Advances in AI technology for image reporting risk dehumanising patients and creating a “conveyor belt” system, the Society of Radiographers will hear today.
AI software algorithms are currently used in clinical practice to assist reporting radiographers and radiologists in reading X-ray, CT and MRI images and writing clinical reports. For patients on certain pathways, this can help speed up diagnosis times.
However, there is a risk that patients will become dehumanised in the process, radiographers will tell the SoR’s Annual Delegates’ Conference.
“Phrases such as ‘patients on and off like a conveyor belt’ risk dehumanising patient care, shifting the focus from holistic, person-centred care to purely mechanistic view of healthcare delivery,” they will tell delegates at the three-day conference in London.
Elaborating on these remarks, Tracy O’Regan, the SoR’s professional officer for clinical imaging and research, says: “There’s no simple patient. Even someone coming for a simple procedure, like a thumb X-ray, might have additional needs or care requirements. For example, they may be neurodiverse or living with dementia, which can make the procedure more complex.
“Or you might have an elderly person come in for a scan, and the only people they’ll speak to that day will be the bus driver, the receptionist and you. That person isn’t there just for that image – they’re there for the human connection.”

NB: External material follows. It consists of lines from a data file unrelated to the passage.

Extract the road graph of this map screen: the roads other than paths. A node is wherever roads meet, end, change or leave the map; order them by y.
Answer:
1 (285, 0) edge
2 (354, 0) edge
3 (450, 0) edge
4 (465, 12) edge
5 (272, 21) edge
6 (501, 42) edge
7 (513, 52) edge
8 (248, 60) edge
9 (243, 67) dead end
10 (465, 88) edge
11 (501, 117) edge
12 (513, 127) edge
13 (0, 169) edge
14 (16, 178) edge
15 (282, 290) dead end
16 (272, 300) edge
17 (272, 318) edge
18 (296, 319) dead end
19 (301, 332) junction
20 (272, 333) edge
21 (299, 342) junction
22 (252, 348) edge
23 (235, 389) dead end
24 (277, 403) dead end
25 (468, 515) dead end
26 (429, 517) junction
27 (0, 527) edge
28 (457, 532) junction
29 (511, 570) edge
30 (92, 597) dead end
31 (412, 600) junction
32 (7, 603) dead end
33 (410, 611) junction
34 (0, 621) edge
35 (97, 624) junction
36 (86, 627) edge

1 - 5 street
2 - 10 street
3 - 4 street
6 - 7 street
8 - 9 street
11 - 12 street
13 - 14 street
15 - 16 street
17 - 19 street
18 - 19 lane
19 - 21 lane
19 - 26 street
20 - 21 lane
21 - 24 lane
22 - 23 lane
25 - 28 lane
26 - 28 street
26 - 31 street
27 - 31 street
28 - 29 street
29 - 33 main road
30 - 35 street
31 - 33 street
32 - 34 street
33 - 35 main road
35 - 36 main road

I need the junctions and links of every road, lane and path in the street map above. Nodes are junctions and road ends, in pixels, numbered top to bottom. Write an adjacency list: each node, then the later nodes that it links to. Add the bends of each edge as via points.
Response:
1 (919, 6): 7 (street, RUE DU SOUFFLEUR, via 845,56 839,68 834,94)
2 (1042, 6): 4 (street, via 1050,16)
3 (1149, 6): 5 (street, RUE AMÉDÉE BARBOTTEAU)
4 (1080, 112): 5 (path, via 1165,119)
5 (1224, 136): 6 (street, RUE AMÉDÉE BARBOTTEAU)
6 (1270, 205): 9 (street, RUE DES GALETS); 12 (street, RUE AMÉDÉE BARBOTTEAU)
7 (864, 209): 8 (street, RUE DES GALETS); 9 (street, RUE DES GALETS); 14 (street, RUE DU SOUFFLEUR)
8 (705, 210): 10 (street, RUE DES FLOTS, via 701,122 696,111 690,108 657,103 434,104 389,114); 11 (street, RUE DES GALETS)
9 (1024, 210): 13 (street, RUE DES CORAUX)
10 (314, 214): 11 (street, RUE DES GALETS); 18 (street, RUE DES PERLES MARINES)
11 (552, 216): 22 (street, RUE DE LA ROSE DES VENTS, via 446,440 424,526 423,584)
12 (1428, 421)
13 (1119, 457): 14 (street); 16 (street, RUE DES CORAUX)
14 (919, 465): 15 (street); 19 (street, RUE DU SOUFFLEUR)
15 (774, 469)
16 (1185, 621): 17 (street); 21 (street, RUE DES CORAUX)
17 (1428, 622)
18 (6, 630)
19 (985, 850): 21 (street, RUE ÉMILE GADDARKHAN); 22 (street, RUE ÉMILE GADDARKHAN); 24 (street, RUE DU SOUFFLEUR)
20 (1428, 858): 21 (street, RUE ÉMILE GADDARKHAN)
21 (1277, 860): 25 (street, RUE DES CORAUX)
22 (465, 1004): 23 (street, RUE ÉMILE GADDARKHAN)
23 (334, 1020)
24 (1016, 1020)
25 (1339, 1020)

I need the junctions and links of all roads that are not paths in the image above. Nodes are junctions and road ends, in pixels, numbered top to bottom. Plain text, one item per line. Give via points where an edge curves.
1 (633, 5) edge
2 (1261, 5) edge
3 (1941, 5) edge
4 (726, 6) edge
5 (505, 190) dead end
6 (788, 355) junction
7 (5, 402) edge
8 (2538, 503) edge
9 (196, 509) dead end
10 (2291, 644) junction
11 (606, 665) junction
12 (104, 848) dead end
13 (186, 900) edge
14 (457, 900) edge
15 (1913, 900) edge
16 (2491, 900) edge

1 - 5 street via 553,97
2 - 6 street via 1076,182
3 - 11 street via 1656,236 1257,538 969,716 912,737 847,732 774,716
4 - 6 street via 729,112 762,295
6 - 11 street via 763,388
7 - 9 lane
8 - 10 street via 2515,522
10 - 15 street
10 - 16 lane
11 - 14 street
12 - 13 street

And, she adds, patients may be unable to follow instructions without assistance: “We always say to students: ‘You can’t just tell a patient to lie on a bed with their head on a pillow.’ They’ll lie down with their feet on the pillow – or they’ll do something else entirely. When a patient is very worried or anxious, they can struggle to comprehend instructions.
“The job of a radiographer is not just about acquiring images. That notion dehumanises the person in front of us. It’s also about knowing how to read someone – when the patient is overwhelmed; when they need you to say something; when they need you to be silent.”
The need for these skills has only been heightened by new AI technology that speeds up diagnosis for certain conditions. For example, AI has reduced the time it takes for a patient with lung nodules demonstrated on X-ray to receive a CT scan and – for some people – a subsequent diagnosis of lung cancer.
“Radiographers would not routinely give unexpected news to someone,” said Dr O’Regan. “But in those hospitals where they’re speeding up the pathway and patients are going straight to CT, this has changed.
“Morally, if we can use technology to speed up diagnosis times, we should. That waiting time for people is horrendous – time slows down, and one week can feel like six months. Speeding up the pathway makes a huge difference for patients.
“But for some patients, that potential diagnosis is a massive shock. They’re looking to the radiographer taking them to CT for counselling and support.
“Advances in technology are opening up a new need. It’s making radiographers think: ‘What am I providing to make things better for these patients? What skills or development do I need?’
“Ongoing investment in radiography education and training is essential if radiographers are to make the best use of new technology and provide the best and most timely care for patients.
“The need for these person-centred skills doesn’t lessen with advances in technology – it grows. These skills are the complex part of the job. They’re the holistic art of radiography, as opposed to the AI-enabled science of radiography. It’s an art and a science, and they must both work together.”